§ Source material
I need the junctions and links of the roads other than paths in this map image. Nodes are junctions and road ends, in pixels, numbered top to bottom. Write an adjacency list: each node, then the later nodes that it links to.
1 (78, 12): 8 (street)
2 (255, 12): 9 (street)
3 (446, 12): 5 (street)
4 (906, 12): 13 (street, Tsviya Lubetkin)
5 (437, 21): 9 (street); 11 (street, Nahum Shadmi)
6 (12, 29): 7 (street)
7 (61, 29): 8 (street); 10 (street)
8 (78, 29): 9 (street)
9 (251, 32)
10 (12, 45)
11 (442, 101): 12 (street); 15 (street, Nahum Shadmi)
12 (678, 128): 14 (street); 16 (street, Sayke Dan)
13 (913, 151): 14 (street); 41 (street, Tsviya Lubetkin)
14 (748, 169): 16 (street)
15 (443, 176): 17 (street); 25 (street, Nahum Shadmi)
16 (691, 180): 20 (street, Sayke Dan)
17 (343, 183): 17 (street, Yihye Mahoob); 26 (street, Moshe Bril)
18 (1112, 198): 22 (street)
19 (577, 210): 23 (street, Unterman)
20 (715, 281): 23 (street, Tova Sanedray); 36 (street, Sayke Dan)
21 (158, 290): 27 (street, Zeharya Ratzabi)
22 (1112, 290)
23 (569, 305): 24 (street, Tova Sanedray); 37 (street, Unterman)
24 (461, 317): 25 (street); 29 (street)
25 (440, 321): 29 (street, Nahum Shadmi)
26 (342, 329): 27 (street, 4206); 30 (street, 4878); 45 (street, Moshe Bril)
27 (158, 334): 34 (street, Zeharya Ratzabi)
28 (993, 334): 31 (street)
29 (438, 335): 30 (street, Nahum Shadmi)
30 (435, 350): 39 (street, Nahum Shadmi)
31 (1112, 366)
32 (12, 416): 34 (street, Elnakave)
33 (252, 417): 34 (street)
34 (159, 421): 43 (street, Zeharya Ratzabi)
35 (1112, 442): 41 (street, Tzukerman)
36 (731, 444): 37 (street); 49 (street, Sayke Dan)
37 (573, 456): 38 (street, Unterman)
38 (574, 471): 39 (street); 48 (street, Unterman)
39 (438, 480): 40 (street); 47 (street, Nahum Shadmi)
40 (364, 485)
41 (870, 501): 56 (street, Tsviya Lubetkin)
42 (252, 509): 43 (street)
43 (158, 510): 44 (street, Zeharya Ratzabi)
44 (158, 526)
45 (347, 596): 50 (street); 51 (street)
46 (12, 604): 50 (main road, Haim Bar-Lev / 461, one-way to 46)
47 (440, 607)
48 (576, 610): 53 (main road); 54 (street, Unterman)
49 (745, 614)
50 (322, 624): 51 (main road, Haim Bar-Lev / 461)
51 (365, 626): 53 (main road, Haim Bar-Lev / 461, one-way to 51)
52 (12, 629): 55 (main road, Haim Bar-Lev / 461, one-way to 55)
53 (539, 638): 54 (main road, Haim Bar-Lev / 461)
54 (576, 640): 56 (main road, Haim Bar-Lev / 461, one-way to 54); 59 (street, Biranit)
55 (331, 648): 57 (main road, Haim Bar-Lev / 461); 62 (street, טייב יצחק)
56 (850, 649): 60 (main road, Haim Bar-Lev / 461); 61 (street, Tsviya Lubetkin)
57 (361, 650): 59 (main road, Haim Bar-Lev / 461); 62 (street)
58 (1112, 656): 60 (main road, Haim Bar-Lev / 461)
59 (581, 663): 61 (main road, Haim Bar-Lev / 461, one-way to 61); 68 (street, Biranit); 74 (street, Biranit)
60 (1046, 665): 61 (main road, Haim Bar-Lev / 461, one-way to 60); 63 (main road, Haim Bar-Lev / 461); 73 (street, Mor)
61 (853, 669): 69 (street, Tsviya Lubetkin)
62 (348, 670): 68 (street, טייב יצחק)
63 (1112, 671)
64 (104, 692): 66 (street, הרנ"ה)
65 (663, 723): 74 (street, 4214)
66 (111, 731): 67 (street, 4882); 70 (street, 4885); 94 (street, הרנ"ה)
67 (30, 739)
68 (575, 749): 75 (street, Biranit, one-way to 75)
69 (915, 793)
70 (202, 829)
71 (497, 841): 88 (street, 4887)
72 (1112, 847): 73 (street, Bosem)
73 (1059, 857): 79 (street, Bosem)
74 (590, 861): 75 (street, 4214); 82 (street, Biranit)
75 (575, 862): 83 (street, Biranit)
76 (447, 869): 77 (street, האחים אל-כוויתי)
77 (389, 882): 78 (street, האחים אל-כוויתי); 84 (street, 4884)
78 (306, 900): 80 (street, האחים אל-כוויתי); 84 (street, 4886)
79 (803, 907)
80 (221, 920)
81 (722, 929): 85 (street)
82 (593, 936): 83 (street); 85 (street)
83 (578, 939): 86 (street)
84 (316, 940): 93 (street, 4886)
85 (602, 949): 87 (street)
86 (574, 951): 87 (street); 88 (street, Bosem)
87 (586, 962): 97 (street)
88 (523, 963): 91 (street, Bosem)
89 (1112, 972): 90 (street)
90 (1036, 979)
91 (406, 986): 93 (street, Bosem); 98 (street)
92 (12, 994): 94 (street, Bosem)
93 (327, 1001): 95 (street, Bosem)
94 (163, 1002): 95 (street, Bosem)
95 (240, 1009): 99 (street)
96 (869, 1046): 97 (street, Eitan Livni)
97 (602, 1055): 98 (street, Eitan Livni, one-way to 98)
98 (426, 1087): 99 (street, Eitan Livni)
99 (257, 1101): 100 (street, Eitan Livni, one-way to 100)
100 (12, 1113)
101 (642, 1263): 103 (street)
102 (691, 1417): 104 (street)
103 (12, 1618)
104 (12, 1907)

§ What is expected
Write all the data out again, exactly.

§ Solution to the problem
I need the junctions and links of the roads other than paths in this map image. Nodes are junctions and road ends, in pixels, numbered top to bottom. Write an adjacency list: each node, then the later nodes that it links to.
1 (78, 12): 8 (street)
2 (255, 12): 9 (street)
3 (446, 12): 5 (street)
4 (906, 12): 13 (street, Tsviya Lubetkin)
5 (437, 21): 9 (street); 11 (street, Nahum Shadmi)
6 (12, 29): 7 (street)
7 (61, 29): 8 (street); 10 (street)
8 (78, 29): 9 (street)
9 (251, 32)
10 (12, 45)
11 (442, 101): 12 (street); 15 (street, Nahum Shadmi)
12 (678, 128): 14 (street); 16 (street, Sayke Dan)
13 (913, 151): 14 (street); 41 (street, Tsviya Lubetkin)
14 (748, 169): 16 (street)
15 (443, 176): 17 (street); 25 (street, Nahum Shadmi)
16 (691, 180): 20 (street, Sayke Dan)
17 (343, 183): 17 (street, Yihye Mahoob); 26 (street, Moshe Bril)
18 (1112, 198): 22 (street)
19 (577, 210): 23 (street, Unterman)
20 (715, 281): 23 (street, Tova Sanedray); 36 (street, Sayke Dan)
21 (158, 290): 27 (street, Zeharya Ratzabi)
22 (1112, 290)
23 (569, 305): 24 (street, Tova Sanedray); 37 (street, Unterman)
24 (461, 317): 25 (street); 29 (street)
25 (440, 321): 29 (street, Nahum Shadmi)
26 (342, 329): 27 (street, 4206); 30 (street, 4878); 45 (street, Moshe Bril)
27 (158, 334): 34 (street, Zeharya Ratzabi)
28 (993, 334): 31 (street)
29 (438, 335): 30 (street, Nahum Shadmi)
30 (435, 350): 39 (street, Nahum Shadmi)
31 (1112, 366)
32 (12, 416): 34 (street, Elnakave)
33 (252, 417): 34 (street)
34 (159, 421): 43 (street, Zeharya Ratzabi)
35 (1112, 442): 41 (street, Tzukerman)
36 (731, 444): 37 (street); 49 (street, Sayke Dan)
37 (573, 456): 38 (street, Unterman)
38 (574, 471): 39 (street); 48 (street, Unterman)
39 (438, 480): 40 (street); 47 (street, Nahum Shadmi)
40 (364, 485)
41 (870, 501): 56 (street, Tsviya Lubetkin)
42 (252, 509): 43 (street)
43 (158, 510): 44 (street, Zeharya Ratzabi)
44 (158, 526)
45 (347, 596): 50 (street); 51 (street)
46 (12, 604): 50 (main road, Haim Bar-Lev / 461, one-way to 46)
47 (440, 607)
48 (576, 610): 53 (main road); 54 (street, Unterman)
49 (745, 614)
50 (322, 624): 51 (main road, Haim Bar-Lev / 461)
51 (365, 626): 53 (main road, Haim Bar-Lev / 461, one-way to 51)
52 (12, 629): 55 (main road, Haim Bar-Lev / 461, one-way to 55)
53 (539, 638): 54 (main road, Haim Bar-Lev / 461)
54 (576, 640): 56 (main road, Haim Bar-Lev / 461, one-way to 54); 59 (street, Biranit)
55 (331, 648): 57 (main road, Haim Bar-Lev / 461); 62 (street, טייב יצחק)
56 (850, 649): 60 (main road, Haim Bar-Lev / 461); 61 (street, Tsviya Lubetkin)
57 (361, 650): 59 (main road, Haim Bar-Lev / 461); 62 (street)
58 (1112, 656): 60 (main road, Haim Bar-Lev / 461)
59 (581, 663): 61 (main road, Haim Bar-Lev / 461, one-way to 61); 68 (street, Biranit); 74 (street, Biranit)
60 (1046, 665): 61 (main road, Haim Bar-Lev / 461, one-way to 60); 63 (main road, Haim Bar-Lev / 461); 73 (street, Mor)
61 (853, 669): 69 (street, Tsviya Lubetkin)
62 (348, 670): 68 (street, טייב יצחק)
63 (1112, 671)
64 (104, 692): 66 (street, הרנ"ה)
65 (663, 723): 74 (street, 4214)
66 (111, 731): 67 (street, 4882); 70 (street, 4885); 94 (street, הרנ"ה)
67 (30, 739)
68 (575, 749): 75 (street, Biranit, one-way to 75)
69 (915, 793)
70 (202, 829)
71 (497, 841): 88 (street, 4887)
72 (1112, 847): 73 (street, Bosem)
73 (1059, 857): 79 (street, Bosem)
74 (590, 861): 75 (street, 4214); 82 (street, Biranit)
75 (575, 862): 83 (street, Biranit)
76 (447, 869): 77 (street, האחים אל-כוויתי)
77 (389, 882): 78 (street, האחים אל-כוויתי); 84 (street, 4884)
78 (306, 900): 80 (street, האחים אל-כוויתי); 84 (street, 4886)
79 (803, 907)
80 (221, 920)
81 (722, 929): 85 (street)
82 (593, 936): 83 (street); 85 (street)
83 (578, 939): 86 (street)
84 (316, 940): 93 (street, 4886)
85 (602, 949): 87 (street)
86 (574, 951): 87 (street); 88 (street, Bosem)
87 (586, 962): 97 (street)
88 (523, 963): 91 (street, Bosem)
89 (1112, 972): 90 (street)
90 (1036, 979)
91 (406, 986): 93 (street, Bosem); 98 (street)
92 (12, 994): 94 (street, Bosem)
93 (327, 1001): 95 (street, Bosem)
94 (163, 1002): 95 (street, Bosem)
95 (240, 1009): 99 (street)
96 (869, 1046): 97 (street, Eitan Livni)
97 (602, 1055): 98 (street, Eitan Livni, one-way to 98)
98 (426, 1087): 99 (street, Eitan Livni)
99 (257, 1101): 100 (street, Eitan Livni, one-way to 100)
100 (12, 1113)
101 (642, 1263): 103 (street)
102 (691, 1417): 104 (street)
103 (12, 1618)
104 (12, 1907)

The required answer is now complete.